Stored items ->
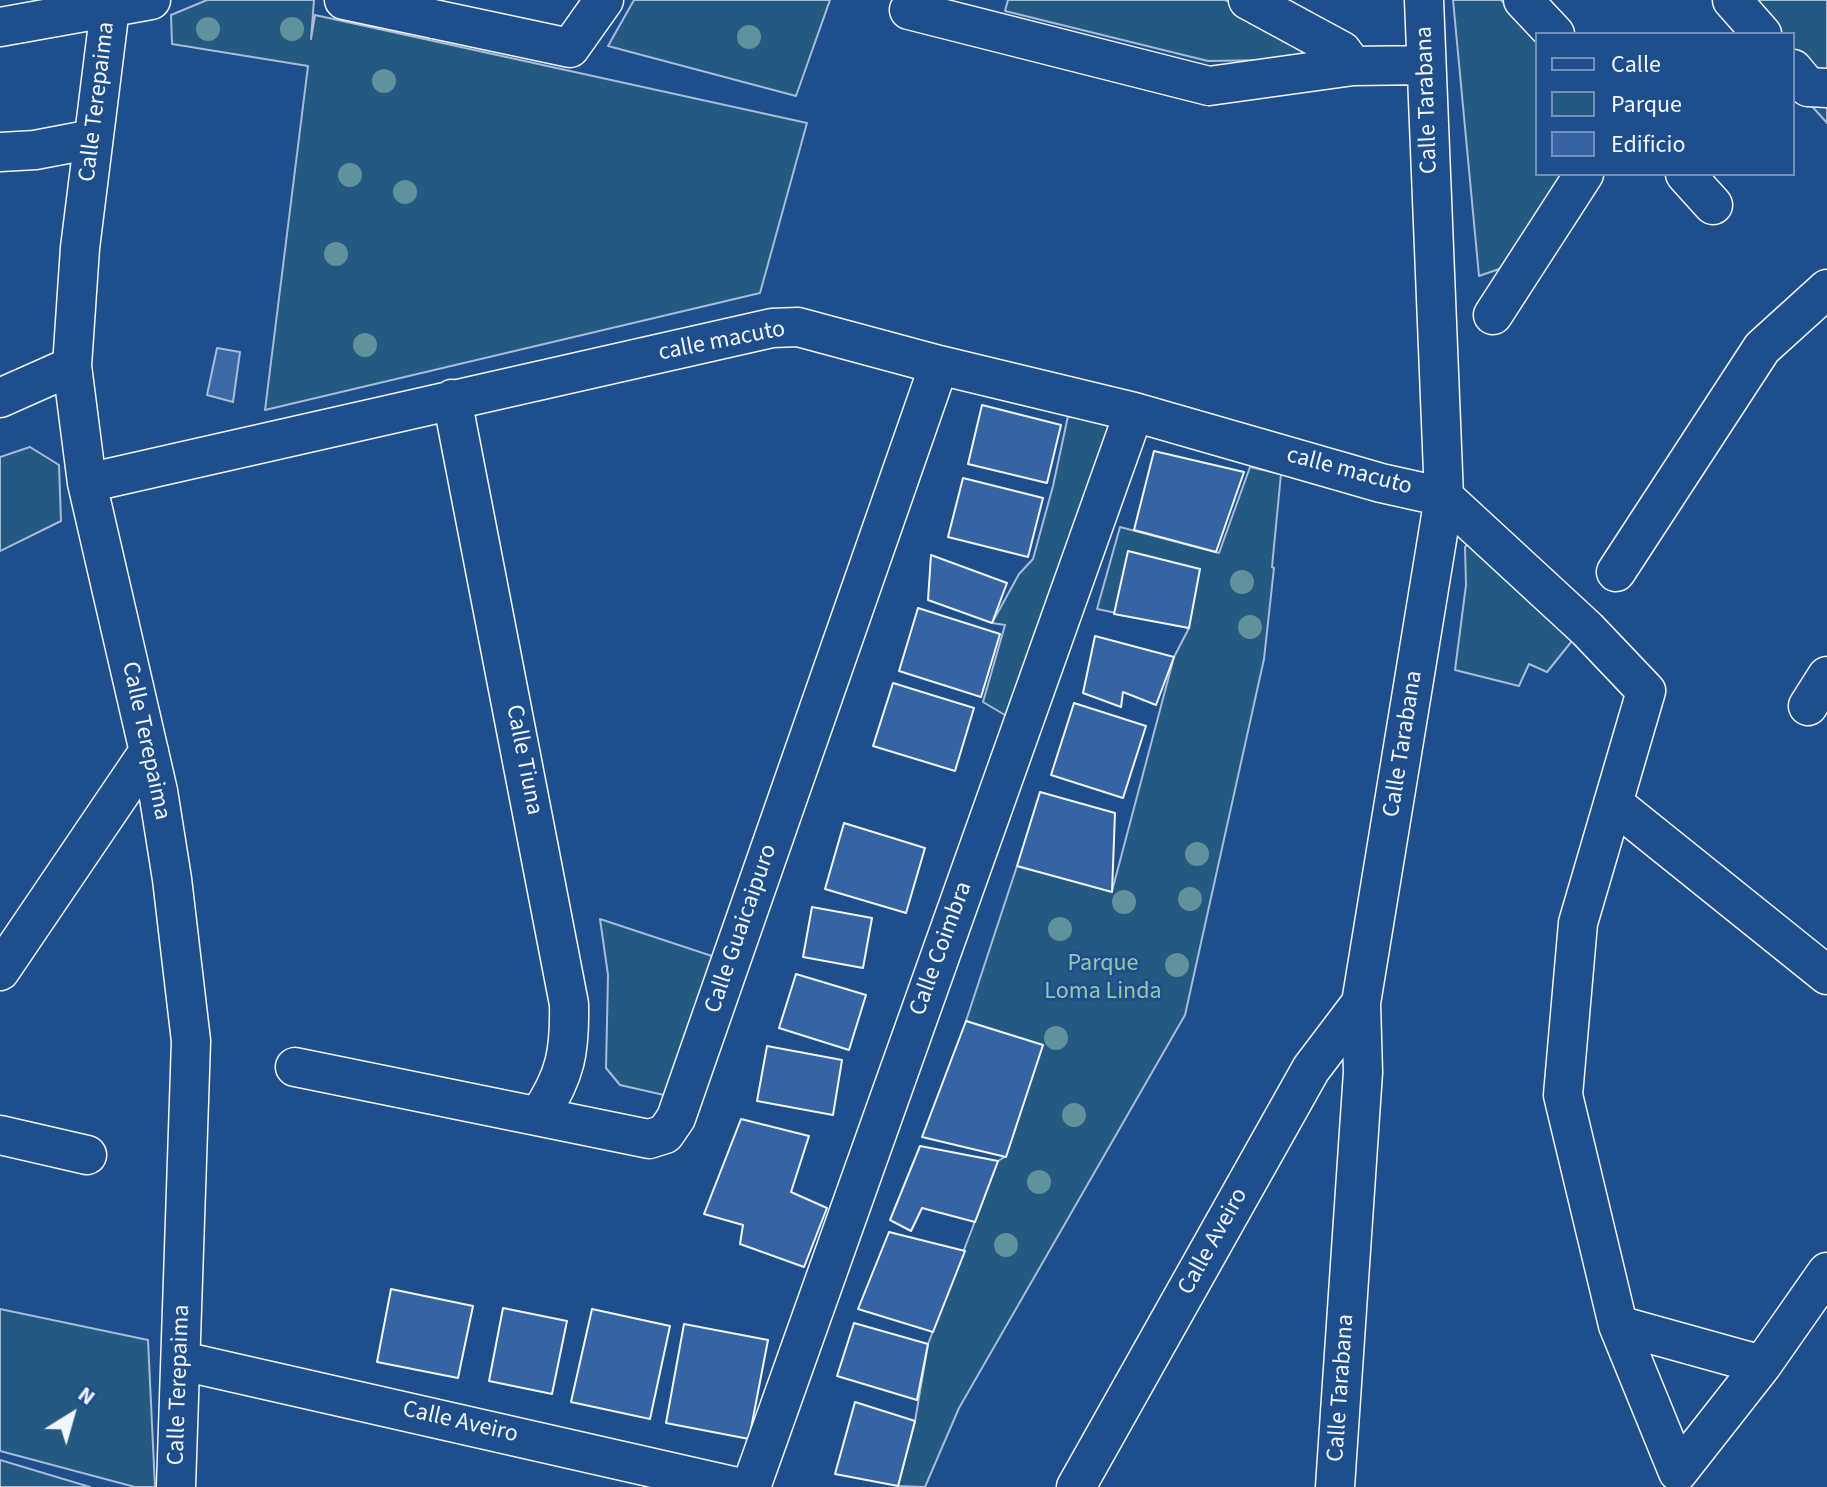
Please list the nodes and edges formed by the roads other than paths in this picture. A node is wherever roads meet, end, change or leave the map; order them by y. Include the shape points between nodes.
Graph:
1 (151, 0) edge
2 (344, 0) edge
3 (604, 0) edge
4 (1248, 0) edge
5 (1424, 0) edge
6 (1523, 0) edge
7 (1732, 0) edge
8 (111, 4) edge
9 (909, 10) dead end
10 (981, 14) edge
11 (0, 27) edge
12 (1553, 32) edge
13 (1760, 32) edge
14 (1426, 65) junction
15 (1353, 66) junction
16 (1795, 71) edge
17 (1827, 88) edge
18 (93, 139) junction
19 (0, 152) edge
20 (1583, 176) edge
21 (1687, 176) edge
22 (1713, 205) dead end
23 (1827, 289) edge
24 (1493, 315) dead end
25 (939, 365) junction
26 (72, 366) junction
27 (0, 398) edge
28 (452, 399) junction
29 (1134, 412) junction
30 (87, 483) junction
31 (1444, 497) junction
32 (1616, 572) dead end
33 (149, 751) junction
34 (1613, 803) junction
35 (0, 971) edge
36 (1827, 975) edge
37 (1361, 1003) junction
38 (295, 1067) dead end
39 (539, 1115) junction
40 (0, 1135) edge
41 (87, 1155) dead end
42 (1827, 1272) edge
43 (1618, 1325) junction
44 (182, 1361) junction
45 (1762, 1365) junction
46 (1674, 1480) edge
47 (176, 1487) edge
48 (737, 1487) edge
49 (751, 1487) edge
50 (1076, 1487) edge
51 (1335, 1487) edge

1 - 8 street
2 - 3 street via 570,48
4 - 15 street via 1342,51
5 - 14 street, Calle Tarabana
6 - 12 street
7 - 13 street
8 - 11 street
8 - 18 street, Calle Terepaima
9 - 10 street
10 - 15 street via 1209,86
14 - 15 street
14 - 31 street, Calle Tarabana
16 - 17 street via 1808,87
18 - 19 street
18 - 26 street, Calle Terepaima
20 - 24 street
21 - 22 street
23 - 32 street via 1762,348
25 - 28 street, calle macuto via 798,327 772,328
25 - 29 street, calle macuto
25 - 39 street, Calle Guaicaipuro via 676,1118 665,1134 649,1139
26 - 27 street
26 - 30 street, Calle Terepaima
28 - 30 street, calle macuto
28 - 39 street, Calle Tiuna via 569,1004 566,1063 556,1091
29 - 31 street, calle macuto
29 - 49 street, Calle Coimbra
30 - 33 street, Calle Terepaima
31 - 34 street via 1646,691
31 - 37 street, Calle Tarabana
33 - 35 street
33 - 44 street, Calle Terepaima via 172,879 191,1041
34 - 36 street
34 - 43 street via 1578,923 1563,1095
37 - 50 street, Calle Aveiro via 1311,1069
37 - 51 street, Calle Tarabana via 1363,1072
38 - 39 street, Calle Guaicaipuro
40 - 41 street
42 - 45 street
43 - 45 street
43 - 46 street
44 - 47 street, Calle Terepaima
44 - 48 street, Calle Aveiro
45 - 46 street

--

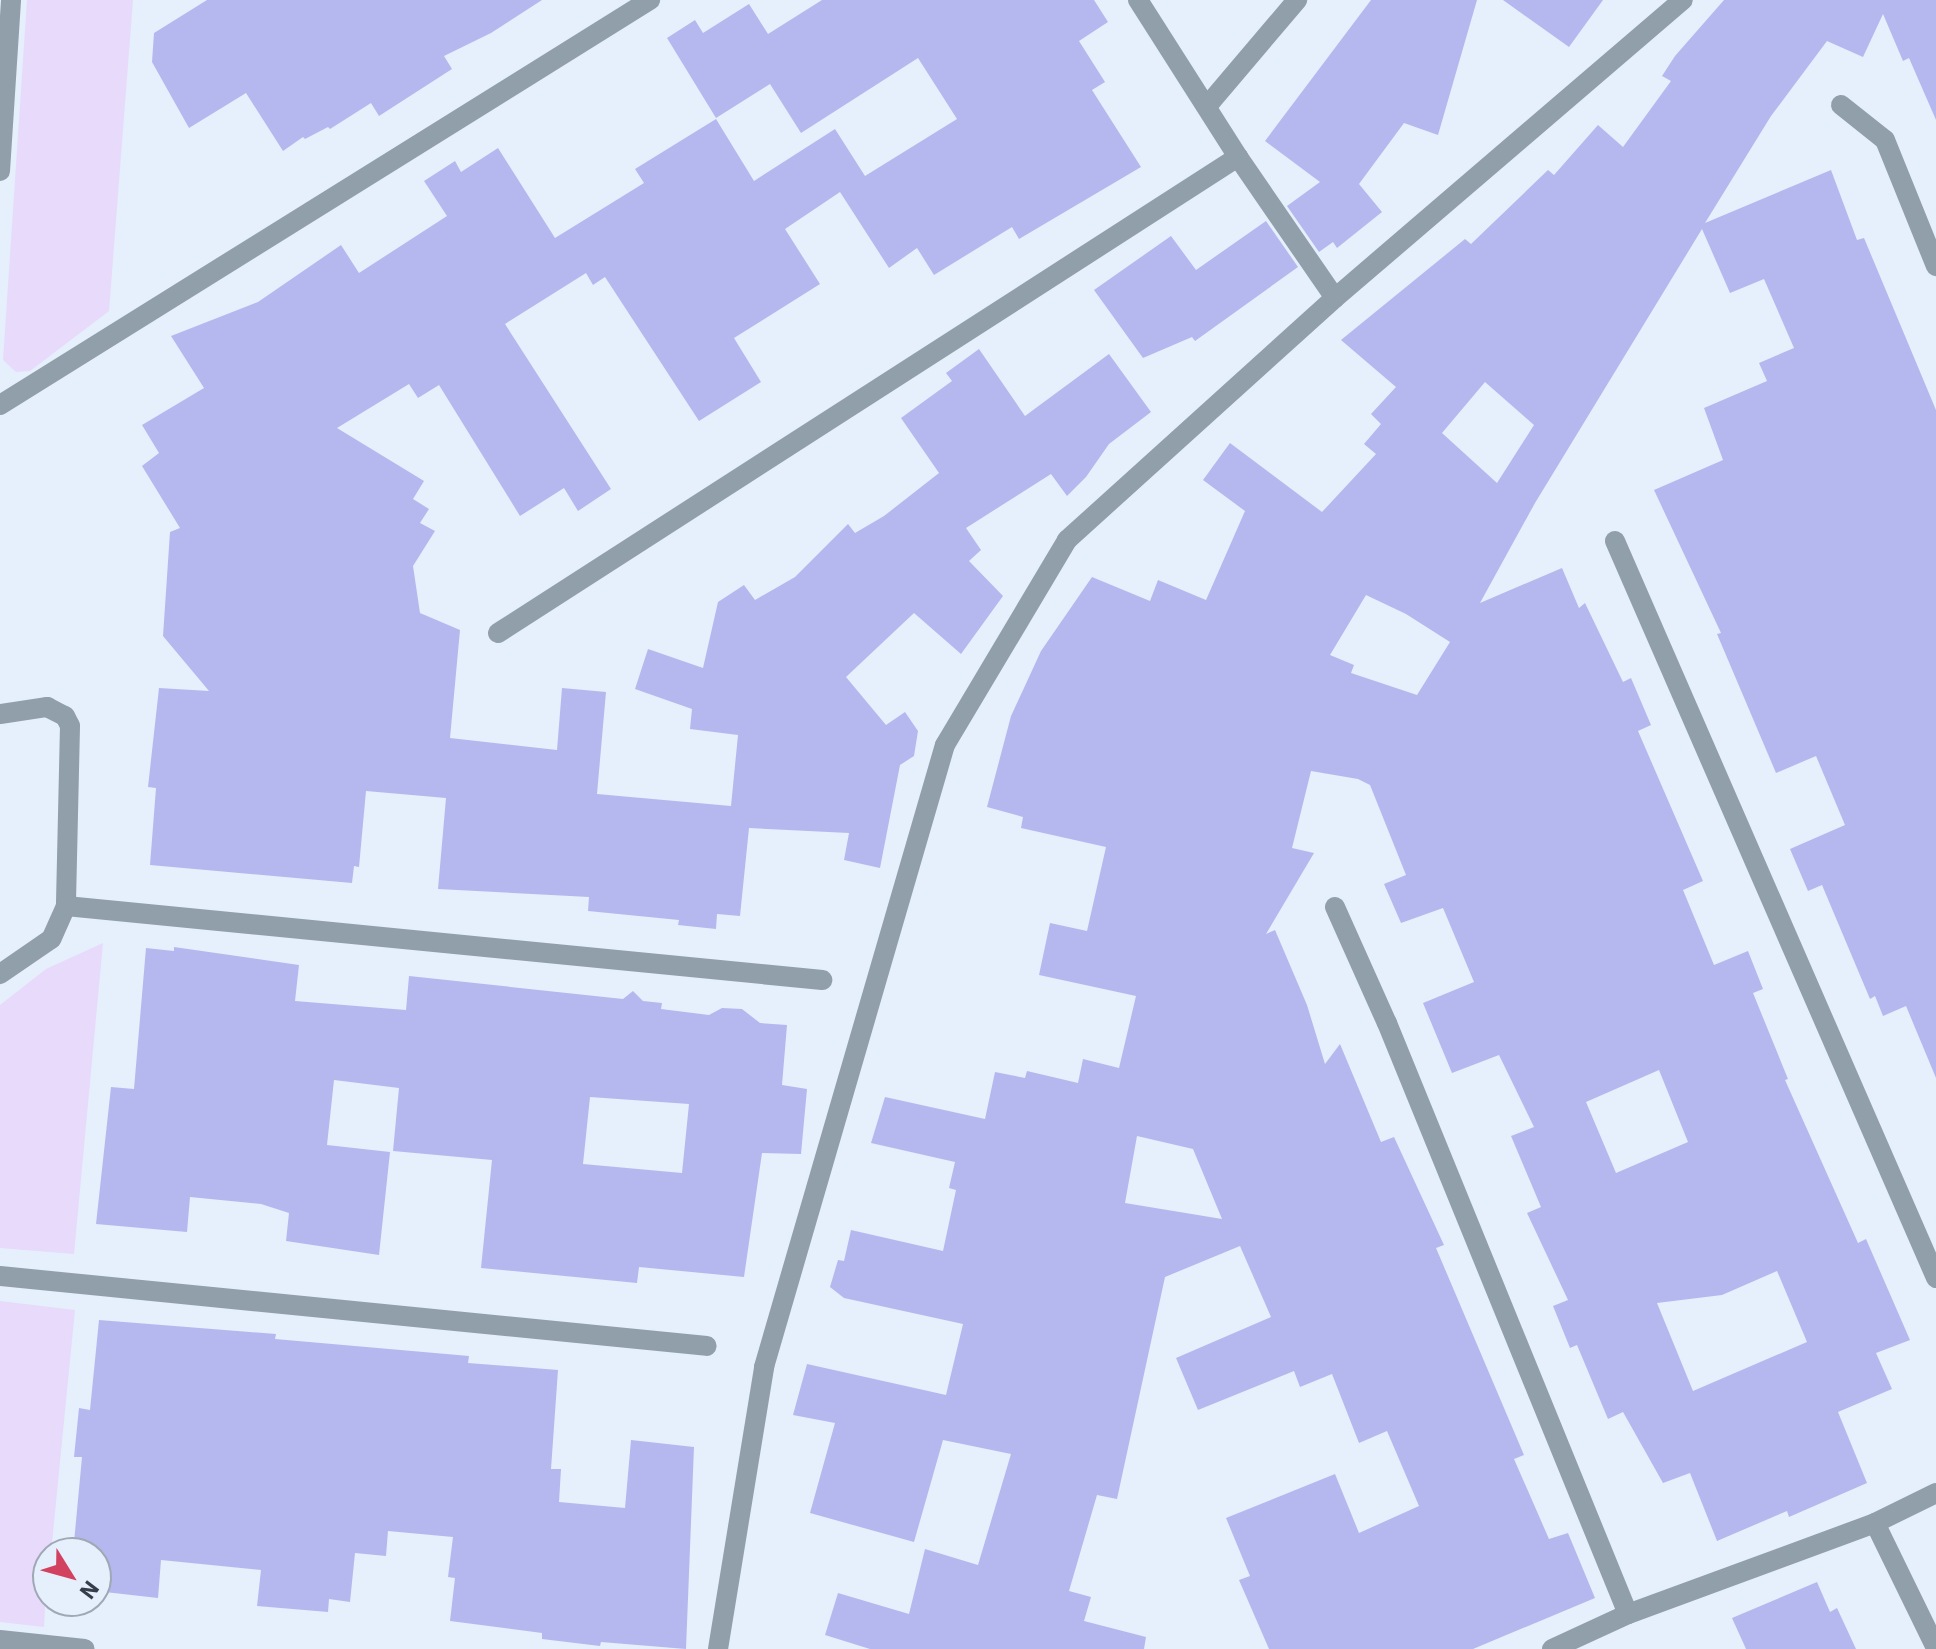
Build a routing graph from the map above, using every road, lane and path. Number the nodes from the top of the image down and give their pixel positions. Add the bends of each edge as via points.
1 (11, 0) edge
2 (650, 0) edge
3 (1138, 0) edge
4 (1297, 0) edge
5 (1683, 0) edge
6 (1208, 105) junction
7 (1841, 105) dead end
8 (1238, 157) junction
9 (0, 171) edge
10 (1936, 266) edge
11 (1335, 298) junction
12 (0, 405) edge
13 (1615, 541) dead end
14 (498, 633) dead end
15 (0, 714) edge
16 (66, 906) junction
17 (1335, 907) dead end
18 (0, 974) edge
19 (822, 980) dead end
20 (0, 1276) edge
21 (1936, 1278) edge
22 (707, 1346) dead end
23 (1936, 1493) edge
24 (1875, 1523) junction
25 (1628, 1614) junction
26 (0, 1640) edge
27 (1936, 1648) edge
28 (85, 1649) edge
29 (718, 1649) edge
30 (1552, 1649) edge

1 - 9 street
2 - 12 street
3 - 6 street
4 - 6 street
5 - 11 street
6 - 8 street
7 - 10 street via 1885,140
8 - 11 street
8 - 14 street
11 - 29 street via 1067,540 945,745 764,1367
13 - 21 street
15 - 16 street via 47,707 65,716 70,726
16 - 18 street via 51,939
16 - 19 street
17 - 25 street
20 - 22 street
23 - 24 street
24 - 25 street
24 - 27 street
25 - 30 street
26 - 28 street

Exercise objective -> Say how many lines in the entries contain the string "macuto". Nothing else belongs in the reply.

Task response -> 4